EXERCISE AIM –
Restate the full listing word for word; images stay out of it.

------------------------------

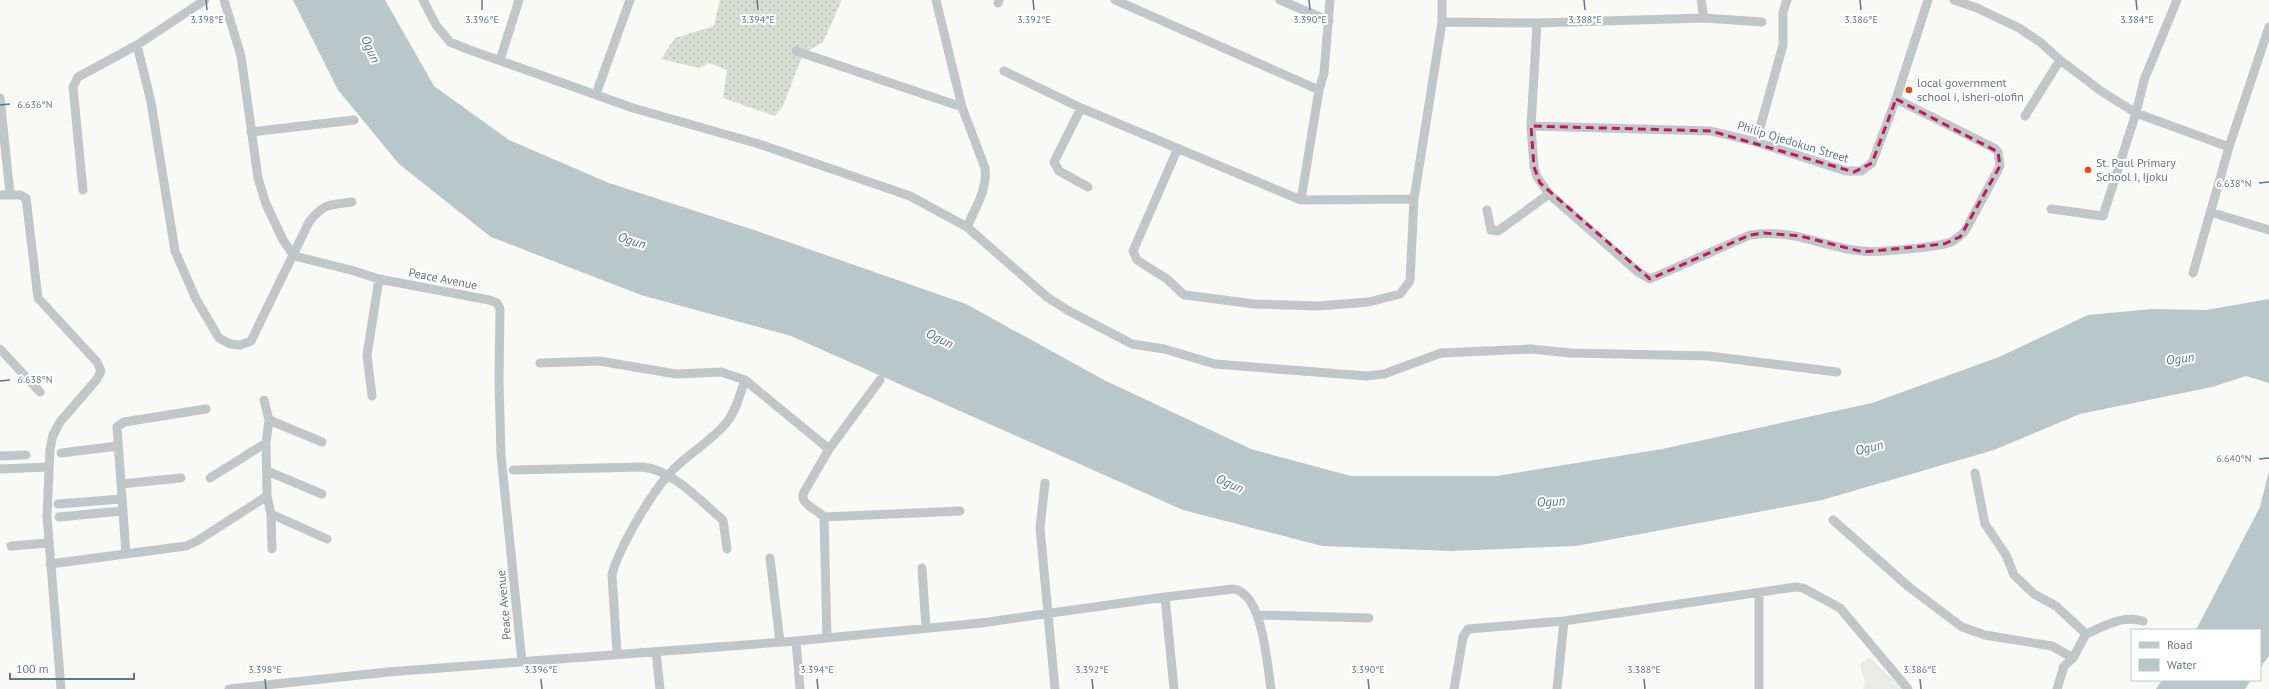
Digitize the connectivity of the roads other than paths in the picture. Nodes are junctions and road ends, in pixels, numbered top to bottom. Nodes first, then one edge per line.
1 (205, 0) edge
2 (224, 0) edge
3 (423, 0) edge
4 (519, 0) edge
5 (630, 0) edge
6 (936, 0) edge
7 (1115, 0) edge
8 (1280, 0) edge
9 (1330, 0) edge
10 (1442, 0) edge
11 (1701, 0) edge
12 (1787, 0) edge
13 (1928, 0) edge
14 (1954, 0) edge
15 (2177, 0) edge
16 (1129, 3) edge
17 (1704, 18) junction
18 (1329, 21) junction
19 (1442, 22) junction
20 (1762, 22) dead end
21 (1537, 23) junction
22 (2269, 28) edge
23 (137, 45) junction
24 (796, 51) dead end
25 (500, 60) junction
26 (2060, 60) junction
27 (1004, 71) dead end
28 (1319, 90) junction
29 (596, 94) junction
30 (0, 98) edge
31 (1896, 99) junction
32 (962, 107) junction
33 (1081, 108) junction
34 (2136, 113) junction
35 (2026, 116) dead end
36 (354, 120) dead end
37 (1532, 126) junction
38 (251, 132) junction
39 (1756, 142) junction
40 (2229, 147) junction
41 (1178, 148) junction
42 (1088, 187) dead end
43 (83, 190) dead end
44 (10, 194) junction
45 (1549, 194) junction
46 (0, 195) edge
47 (1414, 199) junction
48 (1301, 200) junction
49 (352, 202) dead end
50 (2051, 209) dead end
51 (1487, 210) dead end
52 (2210, 212) junction
53 (967, 227) junction
54 (2269, 230) edge
55 (294, 256) junction
56 (2194, 273) dead end
57 (379, 279) junction
58 (0, 349) edge
59 (540, 363) dead end
60 (1837, 372) dead end
61 (745, 380) junction
62 (880, 380) dead end
63 (40, 392) dead end
64 (372, 396) dead end
65 (264, 400) dead end
66 (206, 409) dead end
67 (269, 420) junction
68 (322, 442) dead end
69 (266, 443) junction
70 (118, 446) junction
71 (829, 448) junction
72 (61, 453) dead end
73 (26, 455) dead end
74 (0, 456) edge
75 (48, 467) junction
76 (0, 469) edge
77 (513, 470) dead end
78 (267, 471) junction
79 (1975, 474) dead end
80 (668, 475) junction
81 (181, 478) dead end
82 (210, 478) dead end
83 (1045, 483) dead end
84 (121, 484) junction
85 (322, 494) dead end
86 (267, 496) junction
87 (121, 499) junction
88 (58, 504) dead end
89 (122, 511) junction
90 (960, 511) dead end
91 (271, 514) junction
92 (824, 516) junction
93 (59, 517) dead end
94 (1833, 520) dead end
95 (326, 540) dead end
96 (48, 543) junction
97 (11, 546) dead end
98 (272, 549) dead end
99 (727, 549) dead end
100 (126, 554) junction
101 (770, 558) dead end
102 (50, 564) junction
103 (922, 568) dead end
104 (1759, 593) junction
105 (1165, 597) junction
106 (1050, 615) junction
107 (1258, 615) junction
108 (1369, 618) dead end
109 (1564, 621) junction
110 (2143, 621) dead end
111 (926, 628) junction
112 (2086, 634) junction
113 (827, 638) junction
114 (796, 641) junction
115 (780, 642) junction
116 (656, 652) junction
117 (617, 654) junction
118 (2072, 658) junction
119 (522, 662) junction
120 (61, 689) edge
121 (236, 689) edge
122 (660, 689) edge
123 (800, 689) edge
124 (1055, 689) edge
125 (1174, 689) edge
126 (1271, 689) edge
127 (1454, 689) edge
128 (1557, 689) edge
129 (1759, 689) edge
130 (1908, 689) edge
131 (2057, 689) edge

1 - 23 street
2 - 38 street
3 - 25 street
4 - 25 street
5 - 29 street
6 - 32 street
7 - 16 street
8 - 18 street
9 - 18 street
10 - 19 street
11 - 17 street
12 - 39 street
13 - 31 street, Philip Ojedokun Street
14 - 26 street
15 - 34 street
16 - 28 street
17 - 20 street
17 - 21 street
18 - 28 street
19 - 21 street
19 - 47 street
21 - 37 street
22 - 40 street
23 - 43 street
23 - 55 street
24 - 32 street
25 - 29 street
26 - 34 street
26 - 35 street
27 - 33 street
28 - 48 street
29 - 53 street
30 - 44 street
31 - 39 street, Philip Ojedokun Street
31 - 45 street
32 - 53 street
33 - 41 street
33 - 42 street
34 - 40 street
34 - 50 street
36 - 38 street
37 - 39 street, Philip Ojedokun Street
37 - 45 street
38 - 55 street
40 - 52 street
41 - 47 street
41 - 48 street
44 - 46 street
44 - 75 street
45 - 51 street
47 - 48 street
49 - 55 street
52 - 54 street
52 - 56 street
53 - 60 street
55 - 57 street, Peace Avenue
57 - 64 street
57 - 119 street, Peace Avenue
58 - 63 street
59 - 61 street
61 - 71 street
61 - 80 street
62 - 71 street
65 - 67 street
66 - 70 street
67 - 68 street
67 - 69 street
69 - 78 street
69 - 82 street
70 - 72 street
70 - 84 street
71 - 92 street
73 - 74 street
75 - 76 street
75 - 96 street
77 - 80 street
78 - 85 street
78 - 86 street
79 - 112 street
80 - 99 street
80 - 117 street
81 - 84 street
83 - 106 street
84 - 87 street
86 - 91 street
86 - 100 street
87 - 88 street
87 - 89 street
89 - 93 street
89 - 100 street
90 - 92 street
91 - 95 street
91 - 98 street
92 - 113 street
94 - 118 street
96 - 97 street
96 - 102 street
100 - 102 street
101 - 115 street
102 - 120 street
103 - 111 street
104 - 109 street
104 - 129 street
104 - 130 street
105 - 106 street
105 - 107 street
105 - 125 street
106 - 111 street
106 - 124 street
107 - 108 street
107 - 126 street
109 - 127 street
109 - 128 street
110 - 112 street
111 - 113 street
112 - 118 street
113 - 114 street
114 - 115 street
114 - 123 street
115 - 116 street
116 - 117 street
116 - 122 street
117 - 119 street
118 - 131 street
119 - 121 street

------------------------------

REPLY –
Digitize the connectivity of the roads other than paths in the picture. Nodes are junctions and road ends, in pixels, numbered top to bottom. Nodes first, then one edge per line.
1 (205, 0) edge
2 (224, 0) edge
3 (423, 0) edge
4 (519, 0) edge
5 (630, 0) edge
6 (936, 0) edge
7 (1115, 0) edge
8 (1280, 0) edge
9 (1330, 0) edge
10 (1442, 0) edge
11 (1701, 0) edge
12 (1787, 0) edge
13 (1928, 0) edge
14 (1954, 0) edge
15 (2177, 0) edge
16 (1129, 3) edge
17 (1704, 18) junction
18 (1329, 21) junction
19 (1442, 22) junction
20 (1762, 22) dead end
21 (1537, 23) junction
22 (2269, 28) edge
23 (137, 45) junction
24 (796, 51) dead end
25 (500, 60) junction
26 (2060, 60) junction
27 (1004, 71) dead end
28 (1319, 90) junction
29 (596, 94) junction
30 (0, 98) edge
31 (1896, 99) junction
32 (962, 107) junction
33 (1081, 108) junction
34 (2136, 113) junction
35 (2026, 116) dead end
36 (354, 120) dead end
37 (1532, 126) junction
38 (251, 132) junction
39 (1756, 142) junction
40 (2229, 147) junction
41 (1178, 148) junction
42 (1088, 187) dead end
43 (83, 190) dead end
44 (10, 194) junction
45 (1549, 194) junction
46 (0, 195) edge
47 (1414, 199) junction
48 (1301, 200) junction
49 (352, 202) dead end
50 (2051, 209) dead end
51 (1487, 210) dead end
52 (2210, 212) junction
53 (967, 227) junction
54 (2269, 230) edge
55 (294, 256) junction
56 (2194, 273) dead end
57 (379, 279) junction
58 (0, 349) edge
59 (540, 363) dead end
60 (1837, 372) dead end
61 (745, 380) junction
62 (880, 380) dead end
63 (40, 392) dead end
64 (372, 396) dead end
65 (264, 400) dead end
66 (206, 409) dead end
67 (269, 420) junction
68 (322, 442) dead end
69 (266, 443) junction
70 (118, 446) junction
71 (829, 448) junction
72 (61, 453) dead end
73 (26, 455) dead end
74 (0, 456) edge
75 (48, 467) junction
76 (0, 469) edge
77 (513, 470) dead end
78 (267, 471) junction
79 (1975, 474) dead end
80 (668, 475) junction
81 (181, 478) dead end
82 (210, 478) dead end
83 (1045, 483) dead end
84 (121, 484) junction
85 (322, 494) dead end
86 (267, 496) junction
87 (121, 499) junction
88 (58, 504) dead end
89 (122, 511) junction
90 (960, 511) dead end
91 (271, 514) junction
92 (824, 516) junction
93 (59, 517) dead end
94 (1833, 520) dead end
95 (326, 540) dead end
96 (48, 543) junction
97 (11, 546) dead end
98 (272, 549) dead end
99 (727, 549) dead end
100 (126, 554) junction
101 (770, 558) dead end
102 (50, 564) junction
103 (922, 568) dead end
104 (1759, 593) junction
105 (1165, 597) junction
106 (1050, 615) junction
107 (1258, 615) junction
108 (1369, 618) dead end
109 (1564, 621) junction
110 (2143, 621) dead end
111 (926, 628) junction
112 (2086, 634) junction
113 (827, 638) junction
114 (796, 641) junction
115 (780, 642) junction
116 (656, 652) junction
117 (617, 654) junction
118 (2072, 658) junction
119 (522, 662) junction
120 (61, 689) edge
121 (236, 689) edge
122 (660, 689) edge
123 (800, 689) edge
124 (1055, 689) edge
125 (1174, 689) edge
126 (1271, 689) edge
127 (1454, 689) edge
128 (1557, 689) edge
129 (1759, 689) edge
130 (1908, 689) edge
131 (2057, 689) edge

1 - 23 street
2 - 38 street
3 - 25 street
4 - 25 street
5 - 29 street
6 - 32 street
7 - 16 street
8 - 18 street
9 - 18 street
10 - 19 street
11 - 17 street
12 - 39 street
13 - 31 street, Philip Ojedokun Street
14 - 26 street
15 - 34 street
16 - 28 street
17 - 20 street
17 - 21 street
18 - 28 street
19 - 21 street
19 - 47 street
21 - 37 street
22 - 40 street
23 - 43 street
23 - 55 street
24 - 32 street
25 - 29 street
26 - 34 street
26 - 35 street
27 - 33 street
28 - 48 street
29 - 53 street
30 - 44 street
31 - 39 street, Philip Ojedokun Street
31 - 45 street
32 - 53 street
33 - 41 street
33 - 42 street
34 - 40 street
34 - 50 street
36 - 38 street
37 - 39 street, Philip Ojedokun Street
37 - 45 street
38 - 55 street
40 - 52 street
41 - 47 street
41 - 48 street
44 - 46 street
44 - 75 street
45 - 51 street
47 - 48 street
49 - 55 street
52 - 54 street
52 - 56 street
53 - 60 street
55 - 57 street, Peace Avenue
57 - 64 street
57 - 119 street, Peace Avenue
58 - 63 street
59 - 61 street
61 - 71 street
61 - 80 street
62 - 71 street
65 - 67 street
66 - 70 street
67 - 68 street
67 - 69 street
69 - 78 street
69 - 82 street
70 - 72 street
70 - 84 street
71 - 92 street
73 - 74 street
75 - 76 street
75 - 96 street
77 - 80 street
78 - 85 street
78 - 86 street
79 - 112 street
80 - 99 street
80 - 117 street
81 - 84 street
83 - 106 street
84 - 87 street
86 - 91 street
86 - 100 street
87 - 88 street
87 - 89 street
89 - 93 street
89 - 100 street
90 - 92 street
91 - 95 street
91 - 98 street
92 - 113 street
94 - 118 street
96 - 97 street
96 - 102 street
100 - 102 street
101 - 115 street
102 - 120 street
103 - 111 street
104 - 109 street
104 - 129 street
104 - 130 street
105 - 106 street
105 - 107 street
105 - 125 street
106 - 111 street
106 - 124 street
107 - 108 street
107 - 126 street
109 - 127 street
109 - 128 street
110 - 112 street
111 - 113 street
112 - 118 street
113 - 114 street
114 - 115 street
114 - 123 street
115 - 116 street
116 - 117 street
116 - 122 street
117 - 119 street
118 - 131 street
119 - 121 street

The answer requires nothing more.